When you click on links to various merchants on this site and make a purchase, this can result in this site earning a commission. Affiliate programs and affiliations include, but are not limited to, the eBay Partner Network.
Funny, I thought the bypass pain was fairly moderate. Maybe about the level of gout.
My shoulder and ribs the year before was a bit more intense.
and then there are kidney stones. The undisputed champion.
I make a point of drinking lemonade once or twice a week to keep those little bahstahds dissolved.
I had my cardiologist appt Thursday.
My cholesterol was a bit higher (299) but at least it was under 300.
She was kind of on me about making sure I keep taking my meds.
I've seen the movie so many times, new med, great results for 3-4 months and then it goes back up again.
My body simply has a broken cholesterol level control, a bad thermostat cholesterstat.
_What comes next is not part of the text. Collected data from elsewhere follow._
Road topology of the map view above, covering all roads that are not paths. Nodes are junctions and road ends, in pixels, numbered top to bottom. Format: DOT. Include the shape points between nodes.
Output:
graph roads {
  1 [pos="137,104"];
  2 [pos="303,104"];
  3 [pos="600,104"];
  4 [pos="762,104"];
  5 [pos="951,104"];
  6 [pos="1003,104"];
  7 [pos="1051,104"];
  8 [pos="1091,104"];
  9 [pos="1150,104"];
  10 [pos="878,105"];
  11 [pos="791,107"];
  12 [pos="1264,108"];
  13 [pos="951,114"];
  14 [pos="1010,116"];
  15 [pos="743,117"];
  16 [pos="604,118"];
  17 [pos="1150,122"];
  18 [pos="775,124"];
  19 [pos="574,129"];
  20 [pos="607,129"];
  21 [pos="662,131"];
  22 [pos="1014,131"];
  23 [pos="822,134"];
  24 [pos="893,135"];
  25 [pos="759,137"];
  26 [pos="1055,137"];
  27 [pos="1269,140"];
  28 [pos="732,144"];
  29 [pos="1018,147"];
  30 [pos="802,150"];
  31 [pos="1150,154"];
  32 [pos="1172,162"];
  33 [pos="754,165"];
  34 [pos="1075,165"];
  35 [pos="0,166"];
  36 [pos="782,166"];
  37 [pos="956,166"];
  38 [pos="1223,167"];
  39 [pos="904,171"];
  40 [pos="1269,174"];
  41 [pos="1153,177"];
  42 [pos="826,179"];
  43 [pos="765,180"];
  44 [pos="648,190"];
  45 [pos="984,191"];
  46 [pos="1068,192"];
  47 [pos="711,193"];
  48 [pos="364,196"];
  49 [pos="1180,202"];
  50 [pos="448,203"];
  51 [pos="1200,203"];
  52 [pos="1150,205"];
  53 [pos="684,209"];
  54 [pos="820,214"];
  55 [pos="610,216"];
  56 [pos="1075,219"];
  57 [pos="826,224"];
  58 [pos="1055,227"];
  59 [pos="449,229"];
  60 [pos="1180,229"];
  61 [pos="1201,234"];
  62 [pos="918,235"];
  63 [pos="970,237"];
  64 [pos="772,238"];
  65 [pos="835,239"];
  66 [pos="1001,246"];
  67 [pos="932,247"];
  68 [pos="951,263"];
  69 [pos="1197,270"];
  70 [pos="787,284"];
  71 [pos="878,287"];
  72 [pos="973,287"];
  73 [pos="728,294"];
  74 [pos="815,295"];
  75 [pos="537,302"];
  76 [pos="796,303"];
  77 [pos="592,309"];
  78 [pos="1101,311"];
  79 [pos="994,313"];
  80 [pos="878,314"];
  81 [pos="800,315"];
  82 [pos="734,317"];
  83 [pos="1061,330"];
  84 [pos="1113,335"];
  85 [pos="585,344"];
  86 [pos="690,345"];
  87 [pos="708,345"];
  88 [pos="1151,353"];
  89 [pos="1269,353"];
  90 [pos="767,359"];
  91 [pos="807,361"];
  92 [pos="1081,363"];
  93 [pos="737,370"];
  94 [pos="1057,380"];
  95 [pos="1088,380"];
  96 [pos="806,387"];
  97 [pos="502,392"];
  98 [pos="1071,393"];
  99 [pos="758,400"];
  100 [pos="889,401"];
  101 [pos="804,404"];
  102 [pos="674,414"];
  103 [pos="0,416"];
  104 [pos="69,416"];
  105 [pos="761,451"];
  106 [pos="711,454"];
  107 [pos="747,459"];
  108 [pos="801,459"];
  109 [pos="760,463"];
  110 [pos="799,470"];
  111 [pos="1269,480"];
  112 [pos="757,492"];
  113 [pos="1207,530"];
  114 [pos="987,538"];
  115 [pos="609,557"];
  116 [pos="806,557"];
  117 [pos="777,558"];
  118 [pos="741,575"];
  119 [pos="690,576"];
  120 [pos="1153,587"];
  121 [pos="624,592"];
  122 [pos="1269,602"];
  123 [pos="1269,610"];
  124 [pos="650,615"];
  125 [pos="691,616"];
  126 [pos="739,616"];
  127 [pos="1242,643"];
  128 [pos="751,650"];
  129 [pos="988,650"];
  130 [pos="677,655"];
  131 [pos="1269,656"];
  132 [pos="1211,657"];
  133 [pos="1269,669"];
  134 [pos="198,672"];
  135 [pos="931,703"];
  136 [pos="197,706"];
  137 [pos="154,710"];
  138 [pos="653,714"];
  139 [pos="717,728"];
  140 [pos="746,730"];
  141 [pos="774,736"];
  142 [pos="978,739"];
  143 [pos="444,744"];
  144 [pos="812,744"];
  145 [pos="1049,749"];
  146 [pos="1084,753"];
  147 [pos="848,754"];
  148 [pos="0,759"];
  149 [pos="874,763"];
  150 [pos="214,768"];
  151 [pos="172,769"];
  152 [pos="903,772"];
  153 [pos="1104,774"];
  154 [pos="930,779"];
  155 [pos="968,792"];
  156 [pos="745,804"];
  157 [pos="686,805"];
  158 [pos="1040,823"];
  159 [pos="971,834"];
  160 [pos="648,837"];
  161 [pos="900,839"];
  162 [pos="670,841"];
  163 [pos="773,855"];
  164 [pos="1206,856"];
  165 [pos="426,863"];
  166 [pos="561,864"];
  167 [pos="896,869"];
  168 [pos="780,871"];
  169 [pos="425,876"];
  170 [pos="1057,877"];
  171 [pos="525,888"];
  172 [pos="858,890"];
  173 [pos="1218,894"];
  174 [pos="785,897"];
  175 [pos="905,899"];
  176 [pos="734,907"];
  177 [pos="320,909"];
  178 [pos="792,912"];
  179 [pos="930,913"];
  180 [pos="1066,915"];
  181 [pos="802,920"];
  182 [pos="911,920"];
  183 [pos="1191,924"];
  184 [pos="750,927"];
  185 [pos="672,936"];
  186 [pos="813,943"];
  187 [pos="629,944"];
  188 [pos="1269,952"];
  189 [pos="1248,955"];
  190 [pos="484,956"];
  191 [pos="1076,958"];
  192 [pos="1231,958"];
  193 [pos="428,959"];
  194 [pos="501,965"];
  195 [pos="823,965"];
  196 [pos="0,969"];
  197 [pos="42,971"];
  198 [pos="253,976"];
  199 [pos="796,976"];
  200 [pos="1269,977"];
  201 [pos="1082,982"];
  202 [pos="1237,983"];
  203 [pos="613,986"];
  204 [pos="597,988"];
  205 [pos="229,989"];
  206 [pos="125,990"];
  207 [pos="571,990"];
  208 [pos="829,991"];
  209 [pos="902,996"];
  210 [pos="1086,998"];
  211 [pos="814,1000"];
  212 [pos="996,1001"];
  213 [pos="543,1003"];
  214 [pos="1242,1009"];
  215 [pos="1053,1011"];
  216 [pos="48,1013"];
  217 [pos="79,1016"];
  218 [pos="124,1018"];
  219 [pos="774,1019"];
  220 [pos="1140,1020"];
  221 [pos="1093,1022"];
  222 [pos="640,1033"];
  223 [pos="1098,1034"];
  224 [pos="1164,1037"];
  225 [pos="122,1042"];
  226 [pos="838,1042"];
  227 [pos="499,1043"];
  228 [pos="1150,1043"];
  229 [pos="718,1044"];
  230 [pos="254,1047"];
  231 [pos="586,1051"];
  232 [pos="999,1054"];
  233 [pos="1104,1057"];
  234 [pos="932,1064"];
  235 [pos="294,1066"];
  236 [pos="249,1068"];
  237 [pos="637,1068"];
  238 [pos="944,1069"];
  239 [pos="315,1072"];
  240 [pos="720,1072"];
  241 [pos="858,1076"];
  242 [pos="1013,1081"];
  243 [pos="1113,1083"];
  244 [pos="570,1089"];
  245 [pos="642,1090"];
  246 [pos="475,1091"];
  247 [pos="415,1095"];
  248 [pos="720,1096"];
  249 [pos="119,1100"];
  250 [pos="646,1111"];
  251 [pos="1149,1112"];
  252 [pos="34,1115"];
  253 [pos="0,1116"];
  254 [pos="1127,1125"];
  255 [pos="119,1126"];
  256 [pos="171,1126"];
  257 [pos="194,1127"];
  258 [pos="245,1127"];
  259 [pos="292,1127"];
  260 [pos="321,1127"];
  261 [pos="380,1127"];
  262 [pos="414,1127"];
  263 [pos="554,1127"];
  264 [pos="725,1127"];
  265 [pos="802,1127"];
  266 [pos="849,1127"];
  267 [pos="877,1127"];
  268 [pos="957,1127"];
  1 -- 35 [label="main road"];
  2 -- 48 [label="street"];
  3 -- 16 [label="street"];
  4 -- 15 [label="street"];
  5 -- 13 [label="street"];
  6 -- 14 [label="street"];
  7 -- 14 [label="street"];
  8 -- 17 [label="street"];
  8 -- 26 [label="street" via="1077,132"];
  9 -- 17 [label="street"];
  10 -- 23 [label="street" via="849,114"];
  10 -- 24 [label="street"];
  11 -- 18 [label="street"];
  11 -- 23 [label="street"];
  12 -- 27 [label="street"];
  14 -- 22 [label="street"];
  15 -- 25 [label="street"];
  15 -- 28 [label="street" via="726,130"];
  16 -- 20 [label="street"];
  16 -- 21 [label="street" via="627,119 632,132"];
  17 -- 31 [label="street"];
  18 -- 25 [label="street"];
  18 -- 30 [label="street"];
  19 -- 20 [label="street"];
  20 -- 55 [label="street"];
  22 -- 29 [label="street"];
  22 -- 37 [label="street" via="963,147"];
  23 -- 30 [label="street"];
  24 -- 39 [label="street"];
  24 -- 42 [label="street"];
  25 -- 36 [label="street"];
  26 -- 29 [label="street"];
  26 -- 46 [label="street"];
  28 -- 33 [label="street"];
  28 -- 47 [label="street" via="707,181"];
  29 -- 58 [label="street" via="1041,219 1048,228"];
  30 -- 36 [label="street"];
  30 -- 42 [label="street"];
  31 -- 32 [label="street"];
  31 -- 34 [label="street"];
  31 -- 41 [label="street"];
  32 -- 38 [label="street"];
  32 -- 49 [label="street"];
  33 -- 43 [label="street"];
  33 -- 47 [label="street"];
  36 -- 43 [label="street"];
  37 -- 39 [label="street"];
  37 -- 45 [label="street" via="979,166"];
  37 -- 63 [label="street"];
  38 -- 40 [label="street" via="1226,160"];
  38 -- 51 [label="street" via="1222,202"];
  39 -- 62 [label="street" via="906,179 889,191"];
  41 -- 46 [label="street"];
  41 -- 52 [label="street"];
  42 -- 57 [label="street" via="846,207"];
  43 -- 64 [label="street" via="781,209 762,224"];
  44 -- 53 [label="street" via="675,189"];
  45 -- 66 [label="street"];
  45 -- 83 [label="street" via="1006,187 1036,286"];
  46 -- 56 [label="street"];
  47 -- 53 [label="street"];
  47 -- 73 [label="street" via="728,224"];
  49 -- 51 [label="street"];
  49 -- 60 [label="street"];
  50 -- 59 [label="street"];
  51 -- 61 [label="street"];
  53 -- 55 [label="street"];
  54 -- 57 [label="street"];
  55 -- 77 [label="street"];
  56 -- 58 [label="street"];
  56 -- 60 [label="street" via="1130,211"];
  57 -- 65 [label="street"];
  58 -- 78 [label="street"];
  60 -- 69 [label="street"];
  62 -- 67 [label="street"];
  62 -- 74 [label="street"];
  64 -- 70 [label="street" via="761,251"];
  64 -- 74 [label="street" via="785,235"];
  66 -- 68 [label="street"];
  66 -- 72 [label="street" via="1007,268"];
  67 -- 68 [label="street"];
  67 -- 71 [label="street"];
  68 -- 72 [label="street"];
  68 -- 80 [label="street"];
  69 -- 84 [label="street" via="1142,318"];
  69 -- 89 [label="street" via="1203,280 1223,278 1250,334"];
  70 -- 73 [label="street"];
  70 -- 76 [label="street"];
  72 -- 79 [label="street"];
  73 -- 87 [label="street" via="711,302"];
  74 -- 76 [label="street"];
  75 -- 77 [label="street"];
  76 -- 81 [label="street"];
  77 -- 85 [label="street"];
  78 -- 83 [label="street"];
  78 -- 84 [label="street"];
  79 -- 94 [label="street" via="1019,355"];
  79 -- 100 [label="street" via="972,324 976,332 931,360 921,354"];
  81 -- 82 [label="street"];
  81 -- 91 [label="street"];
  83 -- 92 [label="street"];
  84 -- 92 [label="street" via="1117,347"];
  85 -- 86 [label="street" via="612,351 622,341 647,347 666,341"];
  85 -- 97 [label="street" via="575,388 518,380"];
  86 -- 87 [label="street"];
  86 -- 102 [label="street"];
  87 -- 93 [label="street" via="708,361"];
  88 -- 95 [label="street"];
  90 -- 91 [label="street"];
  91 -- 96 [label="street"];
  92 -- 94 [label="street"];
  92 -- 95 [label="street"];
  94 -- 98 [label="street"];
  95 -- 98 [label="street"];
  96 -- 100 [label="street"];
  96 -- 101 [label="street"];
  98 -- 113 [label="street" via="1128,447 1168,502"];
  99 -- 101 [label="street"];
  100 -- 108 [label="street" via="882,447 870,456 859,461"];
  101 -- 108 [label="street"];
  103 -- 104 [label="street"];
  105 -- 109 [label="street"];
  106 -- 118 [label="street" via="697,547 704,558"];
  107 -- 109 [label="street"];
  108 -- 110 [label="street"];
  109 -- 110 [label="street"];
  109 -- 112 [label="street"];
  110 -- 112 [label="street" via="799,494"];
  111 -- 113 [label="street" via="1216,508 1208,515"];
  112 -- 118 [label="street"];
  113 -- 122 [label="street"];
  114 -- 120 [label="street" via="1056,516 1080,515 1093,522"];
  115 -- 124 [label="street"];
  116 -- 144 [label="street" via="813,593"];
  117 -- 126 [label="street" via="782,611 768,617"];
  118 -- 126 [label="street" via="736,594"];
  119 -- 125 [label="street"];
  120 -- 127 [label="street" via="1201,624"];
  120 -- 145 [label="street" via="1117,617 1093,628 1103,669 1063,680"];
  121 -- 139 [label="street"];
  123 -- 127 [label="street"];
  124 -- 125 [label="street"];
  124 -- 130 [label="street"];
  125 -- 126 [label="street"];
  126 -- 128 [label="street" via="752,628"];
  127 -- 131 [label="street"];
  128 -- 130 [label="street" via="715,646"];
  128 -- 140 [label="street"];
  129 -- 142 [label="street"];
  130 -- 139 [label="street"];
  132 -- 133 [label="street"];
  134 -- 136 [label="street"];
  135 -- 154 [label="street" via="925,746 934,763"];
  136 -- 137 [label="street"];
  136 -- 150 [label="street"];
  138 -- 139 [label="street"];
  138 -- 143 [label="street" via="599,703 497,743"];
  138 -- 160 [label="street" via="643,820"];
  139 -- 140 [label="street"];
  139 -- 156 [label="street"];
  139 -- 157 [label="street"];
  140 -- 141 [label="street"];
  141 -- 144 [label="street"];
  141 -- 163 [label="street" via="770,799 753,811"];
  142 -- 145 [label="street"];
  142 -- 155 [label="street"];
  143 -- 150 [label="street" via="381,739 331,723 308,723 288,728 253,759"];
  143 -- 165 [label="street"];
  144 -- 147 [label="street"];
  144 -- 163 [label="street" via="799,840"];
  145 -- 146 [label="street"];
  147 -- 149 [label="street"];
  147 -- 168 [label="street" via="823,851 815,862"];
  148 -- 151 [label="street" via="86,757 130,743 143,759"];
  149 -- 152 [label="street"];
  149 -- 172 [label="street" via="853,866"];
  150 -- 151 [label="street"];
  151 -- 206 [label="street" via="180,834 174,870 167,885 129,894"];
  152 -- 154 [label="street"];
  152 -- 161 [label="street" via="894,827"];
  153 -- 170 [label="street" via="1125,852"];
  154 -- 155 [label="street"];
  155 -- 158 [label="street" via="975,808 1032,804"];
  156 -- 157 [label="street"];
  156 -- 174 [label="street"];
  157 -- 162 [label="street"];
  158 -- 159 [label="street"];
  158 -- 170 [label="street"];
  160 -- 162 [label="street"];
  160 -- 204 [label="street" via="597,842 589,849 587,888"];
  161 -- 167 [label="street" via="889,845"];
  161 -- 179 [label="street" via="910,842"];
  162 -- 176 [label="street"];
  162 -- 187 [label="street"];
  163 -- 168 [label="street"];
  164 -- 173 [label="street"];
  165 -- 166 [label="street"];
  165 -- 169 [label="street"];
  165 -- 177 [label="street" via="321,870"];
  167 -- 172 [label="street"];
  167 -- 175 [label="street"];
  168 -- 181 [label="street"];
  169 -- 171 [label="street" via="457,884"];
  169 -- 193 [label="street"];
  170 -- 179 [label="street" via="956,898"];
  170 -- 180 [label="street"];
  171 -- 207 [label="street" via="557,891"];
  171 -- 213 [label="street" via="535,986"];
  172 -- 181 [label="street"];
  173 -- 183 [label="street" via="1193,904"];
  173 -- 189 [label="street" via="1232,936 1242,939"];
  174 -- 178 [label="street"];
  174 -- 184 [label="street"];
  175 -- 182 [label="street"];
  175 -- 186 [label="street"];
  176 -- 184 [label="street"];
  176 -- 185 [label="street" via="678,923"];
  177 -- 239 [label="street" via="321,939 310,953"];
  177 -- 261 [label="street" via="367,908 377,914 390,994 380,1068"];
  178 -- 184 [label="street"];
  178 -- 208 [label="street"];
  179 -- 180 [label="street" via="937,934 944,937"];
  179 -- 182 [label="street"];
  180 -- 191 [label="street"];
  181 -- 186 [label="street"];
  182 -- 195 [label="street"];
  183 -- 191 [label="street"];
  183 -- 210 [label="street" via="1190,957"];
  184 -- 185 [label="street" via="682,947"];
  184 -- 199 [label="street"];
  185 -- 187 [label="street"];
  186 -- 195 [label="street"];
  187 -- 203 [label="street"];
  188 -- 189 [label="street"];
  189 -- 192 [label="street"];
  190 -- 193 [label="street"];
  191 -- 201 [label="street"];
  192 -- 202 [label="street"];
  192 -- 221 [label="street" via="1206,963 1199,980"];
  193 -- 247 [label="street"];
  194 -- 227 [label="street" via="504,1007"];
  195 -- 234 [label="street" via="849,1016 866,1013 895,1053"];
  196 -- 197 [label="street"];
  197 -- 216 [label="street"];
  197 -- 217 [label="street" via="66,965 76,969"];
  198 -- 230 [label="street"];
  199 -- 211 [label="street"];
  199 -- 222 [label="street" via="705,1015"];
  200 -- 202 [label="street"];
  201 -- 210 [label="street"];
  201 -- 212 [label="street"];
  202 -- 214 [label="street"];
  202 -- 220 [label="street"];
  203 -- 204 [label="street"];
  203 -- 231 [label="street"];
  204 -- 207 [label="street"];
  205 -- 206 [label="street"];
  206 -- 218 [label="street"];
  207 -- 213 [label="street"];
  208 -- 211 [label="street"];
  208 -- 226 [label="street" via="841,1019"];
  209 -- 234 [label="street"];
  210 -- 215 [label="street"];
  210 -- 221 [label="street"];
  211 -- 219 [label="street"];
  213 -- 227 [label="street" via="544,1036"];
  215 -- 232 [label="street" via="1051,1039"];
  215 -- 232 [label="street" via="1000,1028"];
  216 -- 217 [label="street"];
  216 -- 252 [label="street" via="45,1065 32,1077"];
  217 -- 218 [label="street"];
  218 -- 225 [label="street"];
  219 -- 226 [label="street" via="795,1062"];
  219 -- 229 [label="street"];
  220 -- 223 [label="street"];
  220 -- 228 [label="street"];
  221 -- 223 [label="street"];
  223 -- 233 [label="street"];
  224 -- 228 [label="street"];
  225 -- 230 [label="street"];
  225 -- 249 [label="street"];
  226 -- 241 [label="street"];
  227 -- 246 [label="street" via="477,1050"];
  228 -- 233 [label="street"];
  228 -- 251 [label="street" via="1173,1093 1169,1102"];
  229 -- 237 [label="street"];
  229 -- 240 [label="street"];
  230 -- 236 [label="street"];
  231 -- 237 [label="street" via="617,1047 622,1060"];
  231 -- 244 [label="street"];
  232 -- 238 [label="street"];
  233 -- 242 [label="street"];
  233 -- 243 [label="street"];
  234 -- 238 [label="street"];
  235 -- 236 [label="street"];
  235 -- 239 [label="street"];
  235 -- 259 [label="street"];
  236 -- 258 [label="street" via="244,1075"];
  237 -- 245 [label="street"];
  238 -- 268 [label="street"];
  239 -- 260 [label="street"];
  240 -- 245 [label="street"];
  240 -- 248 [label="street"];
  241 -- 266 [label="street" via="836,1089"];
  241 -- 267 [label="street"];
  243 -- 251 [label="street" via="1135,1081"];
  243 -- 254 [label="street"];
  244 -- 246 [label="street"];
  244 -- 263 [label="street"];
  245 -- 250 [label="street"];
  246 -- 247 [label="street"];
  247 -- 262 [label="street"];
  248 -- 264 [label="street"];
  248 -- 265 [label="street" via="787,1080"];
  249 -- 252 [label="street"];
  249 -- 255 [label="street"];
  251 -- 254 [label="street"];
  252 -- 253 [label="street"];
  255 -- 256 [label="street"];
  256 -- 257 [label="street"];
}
Not my fault it's simply genetics. ( familial hyoerlipoprotienemia Type IIa)
When drugs are introduced, it can trick my body for a little while but not for very long and my body adjusts.
Diet isn't relevant, if I don't eat it, my body will make it. I
I'm not sure what reaction she was expecting. I've dealt with this for 51 years since my Dad died of a massive Myocardial Infarction.
I've gotten rather used to the gun against my head and I don't get real excited about it anymore.
But she was acting like I wasn't taking it seriously.
I don't think that there is a cholesterol drug on the market that I have not at least tried. Almost all have had obnoxious side effects.
I was one of my prior doctors case studies.
My father passed away with ALS, he was diagnosed in his later years - 65 (survived 2 years after that). Every time I get an ache or pain or certain ailment it makes me "wonder", as I head towards 60. I don't know if my father had genetic ALS or if it was caused by environmental variables (he was around agricultural pesticides for many years), or spinal chord deterioration/injury ( he performed tremendous amounts of physical work his entire life).
I spoke to a lady the other day and she told me that her friend was planning to end her life the next day as she was suffering from end-stage ALS. I told her that my father passed away with ALS. She asked me if I would ever be tested for ALS and if I wanted to know if I was susceptible to getting it. I told her that I would rather not know, so no testing planned. She told me that her friend first started with something like carpal-tunnel symptoms. I told her that I have carpal tunnel symptoms , I thought it was a good time to end the discussion at that point.
Last edited by zeroptzero; Jun 22, 2025 at 04:11 AM.
I'm not sure what reaction she was expecting. I've dealt with this for 51 years since my Dad died of a massive Myocardial Infarction.
I've gotten rather used to the gun against my head and I don't get real excited about it anymore.
But she was acting like I wasn't taking it seriously.
I am sure your doctor meant well but she could have been more understanding in expressing her concern. Who cares more about one's health than the actual patient?
I think it is more important to empathize with the patient and share the helpless frustration than presuming patient is not taking the situation seriously as there is no magic pill.
She is actually a nice doctor with a PhD so a doctor doctor. Also an assistant professor.
Perhaps she was channelling her own frustration.
There are simply very limited options open at the moment for me, so not a lot of levers to pull.
Throw in associated conditions like peripheral neuropathy which makes exercise more challenging and a treatment plan is very constrained.
Aches and pains postings have never seemed to make it here lately, but that's ok.
I will add my latest, though I have posted about this on Facebook and I realize only a few of you are on there (Lainey, Patty, JerryMA)
I had my left knee replacement done on July 23, 2024, and it seemed to be healing fine. EXCEPT, I have tripped and fallen at least 3 times in 2024, with all of the falls landing dead on my left knee. Subsequently, the progression of healing has taken a backward turn. Finally. I saw my surgeon last week and through the x- rays, he has determined that some scar tissue in my knee, which may or may not have been caused be the falls, has shifted my kneecap to where the pain is real. Therefore, it's back to the operating room on August 20 for what he says will be a minor operation.
Here's a pic of the x-ray, showing the obvious displacement of the kneecap. (It's the one on the right, my left knee)
To top it off, August 20 is Bea's birthday.
Last edited by jukngene; Jul 22, 2025 at 06:29 PM.